WORK ORDER » Output the whole listing below. Keep it exact.

PROVIDED DATA »
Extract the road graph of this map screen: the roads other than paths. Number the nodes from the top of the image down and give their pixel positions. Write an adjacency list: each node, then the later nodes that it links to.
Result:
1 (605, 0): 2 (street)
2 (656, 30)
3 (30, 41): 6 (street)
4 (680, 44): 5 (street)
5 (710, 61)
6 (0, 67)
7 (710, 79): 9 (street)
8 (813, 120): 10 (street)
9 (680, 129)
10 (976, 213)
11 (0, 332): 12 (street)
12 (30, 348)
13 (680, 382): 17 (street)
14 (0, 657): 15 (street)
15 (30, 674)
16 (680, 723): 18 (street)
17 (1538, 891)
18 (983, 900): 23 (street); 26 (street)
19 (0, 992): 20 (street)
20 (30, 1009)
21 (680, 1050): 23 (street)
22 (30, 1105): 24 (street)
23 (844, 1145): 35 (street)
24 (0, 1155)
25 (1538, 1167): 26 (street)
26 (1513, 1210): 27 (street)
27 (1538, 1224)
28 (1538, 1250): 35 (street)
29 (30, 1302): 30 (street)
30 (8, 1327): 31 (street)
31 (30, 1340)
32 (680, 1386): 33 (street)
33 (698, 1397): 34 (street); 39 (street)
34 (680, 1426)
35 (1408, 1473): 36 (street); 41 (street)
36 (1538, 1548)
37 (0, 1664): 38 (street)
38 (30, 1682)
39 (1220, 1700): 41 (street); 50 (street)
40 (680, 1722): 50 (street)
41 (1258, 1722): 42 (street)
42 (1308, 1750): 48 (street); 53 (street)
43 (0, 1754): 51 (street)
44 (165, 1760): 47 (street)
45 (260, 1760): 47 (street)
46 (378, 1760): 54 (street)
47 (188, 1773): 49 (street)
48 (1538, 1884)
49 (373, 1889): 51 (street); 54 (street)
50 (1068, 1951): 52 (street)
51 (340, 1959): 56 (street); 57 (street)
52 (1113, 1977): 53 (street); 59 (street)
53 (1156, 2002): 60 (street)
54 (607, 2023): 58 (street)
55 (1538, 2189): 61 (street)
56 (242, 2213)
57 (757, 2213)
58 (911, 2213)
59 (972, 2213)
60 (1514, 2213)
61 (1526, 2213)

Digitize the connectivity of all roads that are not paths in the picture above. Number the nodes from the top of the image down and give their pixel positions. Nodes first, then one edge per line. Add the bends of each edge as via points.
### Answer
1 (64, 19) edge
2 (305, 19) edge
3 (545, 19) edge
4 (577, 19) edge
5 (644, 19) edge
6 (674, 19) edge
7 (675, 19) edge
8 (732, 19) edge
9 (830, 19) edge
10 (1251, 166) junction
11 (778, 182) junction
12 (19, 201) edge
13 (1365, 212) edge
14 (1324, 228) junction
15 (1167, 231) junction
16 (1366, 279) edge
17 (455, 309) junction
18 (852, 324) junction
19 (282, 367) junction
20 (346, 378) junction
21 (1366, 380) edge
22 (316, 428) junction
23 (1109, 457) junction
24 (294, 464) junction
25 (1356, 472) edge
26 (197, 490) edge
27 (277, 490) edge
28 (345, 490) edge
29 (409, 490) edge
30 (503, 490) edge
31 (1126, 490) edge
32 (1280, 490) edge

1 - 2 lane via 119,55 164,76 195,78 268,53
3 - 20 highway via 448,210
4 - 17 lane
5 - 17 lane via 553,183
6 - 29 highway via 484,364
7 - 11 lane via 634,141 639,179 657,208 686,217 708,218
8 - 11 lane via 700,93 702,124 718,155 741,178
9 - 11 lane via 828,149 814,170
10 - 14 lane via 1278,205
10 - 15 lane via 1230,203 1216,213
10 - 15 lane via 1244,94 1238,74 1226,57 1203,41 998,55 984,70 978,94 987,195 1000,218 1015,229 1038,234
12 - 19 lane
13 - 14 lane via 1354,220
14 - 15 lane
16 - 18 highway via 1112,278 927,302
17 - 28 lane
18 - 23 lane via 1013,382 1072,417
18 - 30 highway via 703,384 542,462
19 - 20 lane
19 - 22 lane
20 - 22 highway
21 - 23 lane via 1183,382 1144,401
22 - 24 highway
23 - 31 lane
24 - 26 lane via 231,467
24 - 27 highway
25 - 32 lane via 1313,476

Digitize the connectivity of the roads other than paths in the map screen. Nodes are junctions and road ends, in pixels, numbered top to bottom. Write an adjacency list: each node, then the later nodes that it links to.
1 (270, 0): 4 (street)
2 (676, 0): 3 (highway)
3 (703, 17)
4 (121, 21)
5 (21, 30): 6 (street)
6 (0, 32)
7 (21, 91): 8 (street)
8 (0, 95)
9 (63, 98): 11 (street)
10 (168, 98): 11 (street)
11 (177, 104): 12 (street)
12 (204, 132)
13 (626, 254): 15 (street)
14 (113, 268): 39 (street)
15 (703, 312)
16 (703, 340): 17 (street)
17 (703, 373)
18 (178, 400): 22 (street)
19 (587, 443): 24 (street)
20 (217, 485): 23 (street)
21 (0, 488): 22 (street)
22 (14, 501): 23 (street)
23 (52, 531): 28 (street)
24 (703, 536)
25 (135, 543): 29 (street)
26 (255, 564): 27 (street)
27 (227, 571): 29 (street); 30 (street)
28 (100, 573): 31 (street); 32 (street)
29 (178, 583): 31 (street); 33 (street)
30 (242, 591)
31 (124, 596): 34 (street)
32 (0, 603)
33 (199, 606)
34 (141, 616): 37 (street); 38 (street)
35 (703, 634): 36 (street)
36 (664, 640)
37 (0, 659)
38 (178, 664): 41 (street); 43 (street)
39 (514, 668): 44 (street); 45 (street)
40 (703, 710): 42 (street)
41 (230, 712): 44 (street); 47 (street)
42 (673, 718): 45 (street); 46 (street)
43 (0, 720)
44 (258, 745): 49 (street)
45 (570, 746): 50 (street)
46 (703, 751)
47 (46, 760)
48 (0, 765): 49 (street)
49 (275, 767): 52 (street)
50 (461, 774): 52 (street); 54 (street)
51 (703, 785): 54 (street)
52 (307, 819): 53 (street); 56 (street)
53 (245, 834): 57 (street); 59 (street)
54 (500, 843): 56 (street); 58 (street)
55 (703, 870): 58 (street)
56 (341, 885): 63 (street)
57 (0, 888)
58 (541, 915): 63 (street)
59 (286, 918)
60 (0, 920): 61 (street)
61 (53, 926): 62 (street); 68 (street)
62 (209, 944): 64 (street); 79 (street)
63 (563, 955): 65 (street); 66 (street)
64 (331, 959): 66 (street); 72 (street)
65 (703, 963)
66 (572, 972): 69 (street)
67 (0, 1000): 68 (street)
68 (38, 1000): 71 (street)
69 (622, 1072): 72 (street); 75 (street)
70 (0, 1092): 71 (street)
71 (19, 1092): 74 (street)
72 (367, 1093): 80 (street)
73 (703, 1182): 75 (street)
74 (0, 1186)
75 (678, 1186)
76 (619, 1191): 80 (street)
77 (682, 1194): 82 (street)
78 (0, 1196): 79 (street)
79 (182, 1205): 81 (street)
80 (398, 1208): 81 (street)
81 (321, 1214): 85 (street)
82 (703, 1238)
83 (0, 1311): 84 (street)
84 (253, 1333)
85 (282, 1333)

TASK RESULT »
Extract the road graph of this map screen: the roads other than paths. Number the nodes from the top of the image down and give their pixel positions. Write an adjacency list: each node, then the later nodes that it links to.
Result:
1 (605, 0): 2 (street)
2 (656, 30)
3 (30, 41): 6 (street)
4 (680, 44): 5 (street)
5 (710, 61)
6 (0, 67)
7 (710, 79): 9 (street)
8 (813, 120): 10 (street)
9 (680, 129)
10 (976, 213)
11 (0, 332): 12 (street)
12 (30, 348)
13 (680, 382): 17 (street)
14 (0, 657): 15 (street)
15 (30, 674)
16 (680, 723): 18 (street)
17 (1538, 891)
18 (983, 900): 23 (street); 26 (street)
19 (0, 992): 20 (street)
20 (30, 1009)
21 (680, 1050): 23 (street)
22 (30, 1105): 24 (street)
23 (844, 1145): 35 (street)
24 (0, 1155)
25 (1538, 1167): 26 (street)
26 (1513, 1210): 27 (street)
27 (1538, 1224)
28 (1538, 1250): 35 (street)
29 (30, 1302): 30 (street)
30 (8, 1327): 31 (street)
31 (30, 1340)
32 (680, 1386): 33 (street)
33 (698, 1397): 34 (street); 39 (street)
34 (680, 1426)
35 (1408, 1473): 36 (street); 41 (street)
36 (1538, 1548)
37 (0, 1664): 38 (street)
38 (30, 1682)
39 (1220, 1700): 41 (street); 50 (street)
40 (680, 1722): 50 (street)
41 (1258, 1722): 42 (street)
42 (1308, 1750): 48 (street); 53 (street)
43 (0, 1754): 51 (street)
44 (165, 1760): 47 (street)
45 (260, 1760): 47 (street)
46 (378, 1760): 54 (street)
47 (188, 1773): 49 (street)
48 (1538, 1884)
49 (373, 1889): 51 (street); 54 (street)
50 (1068, 1951): 52 (street)
51 (340, 1959): 56 (street); 57 (street)
52 (1113, 1977): 53 (street); 59 (street)
53 (1156, 2002): 60 (street)
54 (607, 2023): 58 (street)
55 (1538, 2189): 61 (street)
56 (242, 2213)
57 (757, 2213)
58 (911, 2213)
59 (972, 2213)
60 (1514, 2213)
61 (1526, 2213)

Digitize the connectivity of all roads that are not paths in the picture above. Number the nodes from the top of the image down and give their pixel positions. Nodes first, then one edge per line. Add the bends of each edge as via points.
### Answer
1 (64, 19) edge
2 (305, 19) edge
3 (545, 19) edge
4 (577, 19) edge
5 (644, 19) edge
6 (674, 19) edge
7 (675, 19) edge
8 (732, 19) edge
9 (830, 19) edge
10 (1251, 166) junction
11 (778, 182) junction
12 (19, 201) edge
13 (1365, 212) edge
14 (1324, 228) junction
15 (1167, 231) junction
16 (1366, 279) edge
17 (455, 309) junction
18 (852, 324) junction
19 (282, 367) junction
20 (346, 378) junction
21 (1366, 380) edge
22 (316, 428) junction
23 (1109, 457) junction
24 (294, 464) junction
25 (1356, 472) edge
26 (197, 490) edge
27 (277, 490) edge
28 (345, 490) edge
29 (409, 490) edge
30 (503, 490) edge
31 (1126, 490) edge
32 (1280, 490) edge

1 - 2 lane via 119,55 164,76 195,78 268,53
3 - 20 highway via 448,210
4 - 17 lane
5 - 17 lane via 553,183
6 - 29 highway via 484,364
7 - 11 lane via 634,141 639,179 657,208 686,217 708,218
8 - 11 lane via 700,93 702,124 718,155 741,178
9 - 11 lane via 828,149 814,170
10 - 14 lane via 1278,205
10 - 15 lane via 1230,203 1216,213
10 - 15 lane via 1244,94 1238,74 1226,57 1203,41 998,55 984,70 978,94 987,195 1000,218 1015,229 1038,234
12 - 19 lane
13 - 14 lane via 1354,220
14 - 15 lane
16 - 18 highway via 1112,278 927,302
17 - 28 lane
18 - 23 lane via 1013,382 1072,417
18 - 30 highway via 703,384 542,462
19 - 20 lane
19 - 22 lane
20 - 22 highway
21 - 23 lane via 1183,382 1144,401
22 - 24 highway
23 - 31 lane
24 - 26 lane via 231,467
24 - 27 highway
25 - 32 lane via 1313,476

Digitize the connectivity of the roads other than paths in the map screen. Nodes are junctions and road ends, in pixels, numbered top to bottom. Write an adjacency list: each node, then the later nodes that it links to.
1 (270, 0): 4 (street)
2 (676, 0): 3 (highway)
3 (703, 17)
4 (121, 21)
5 (21, 30): 6 (street)
6 (0, 32)
7 (21, 91): 8 (street)
8 (0, 95)
9 (63, 98): 11 (street)
10 (168, 98): 11 (street)
11 (177, 104): 12 (street)
12 (204, 132)
13 (626, 254): 15 (street)
14 (113, 268): 39 (street)
15 (703, 312)
16 (703, 340): 17 (street)
17 (703, 373)
18 (178, 400): 22 (street)
19 (587, 443): 24 (street)
20 (217, 485): 23 (street)
21 (0, 488): 22 (street)
22 (14, 501): 23 (street)
23 (52, 531): 28 (street)
24 (703, 536)
25 (135, 543): 29 (street)
26 (255, 564): 27 (street)
27 (227, 571): 29 (street); 30 (street)
28 (100, 573): 31 (street); 32 (street)
29 (178, 583): 31 (street); 33 (street)
30 (242, 591)
31 (124, 596): 34 (street)
32 (0, 603)
33 (199, 606)
34 (141, 616): 37 (street); 38 (street)
35 (703, 634): 36 (street)
36 (664, 640)
37 (0, 659)
38 (178, 664): 41 (street); 43 (street)
39 (514, 668): 44 (street); 45 (street)
40 (703, 710): 42 (street)
41 (230, 712): 44 (street); 47 (street)
42 (673, 718): 45 (street); 46 (street)
43 (0, 720)
44 (258, 745): 49 (street)
45 (570, 746): 50 (street)
46 (703, 751)
47 (46, 760)
48 (0, 765): 49 (street)
49 (275, 767): 52 (street)
50 (461, 774): 52 (street); 54 (street)
51 (703, 785): 54 (street)
52 (307, 819): 53 (street); 56 (street)
53 (245, 834): 57 (street); 59 (street)
54 (500, 843): 56 (street); 58 (street)
55 (703, 870): 58 (street)
56 (341, 885): 63 (street)
57 (0, 888)
58 (541, 915): 63 (street)
59 (286, 918)
60 (0, 920): 61 (street)
61 (53, 926): 62 (street); 68 (street)
62 (209, 944): 64 (street); 79 (street)
63 (563, 955): 65 (street); 66 (street)
64 (331, 959): 66 (street); 72 (street)
65 (703, 963)
66 (572, 972): 69 (street)
67 (0, 1000): 68 (street)
68 (38, 1000): 71 (street)
69 (622, 1072): 72 (street); 75 (street)
70 (0, 1092): 71 (street)
71 (19, 1092): 74 (street)
72 (367, 1093): 80 (street)
73 (703, 1182): 75 (street)
74 (0, 1186)
75 (678, 1186)
76 (619, 1191): 80 (street)
77 (682, 1194): 82 (street)
78 (0, 1196): 79 (street)
79 (182, 1205): 81 (street)
80 (398, 1208): 81 (street)
81 (321, 1214): 85 (street)
82 (703, 1238)
83 (0, 1311): 84 (street)
84 (253, 1333)
85 (282, 1333)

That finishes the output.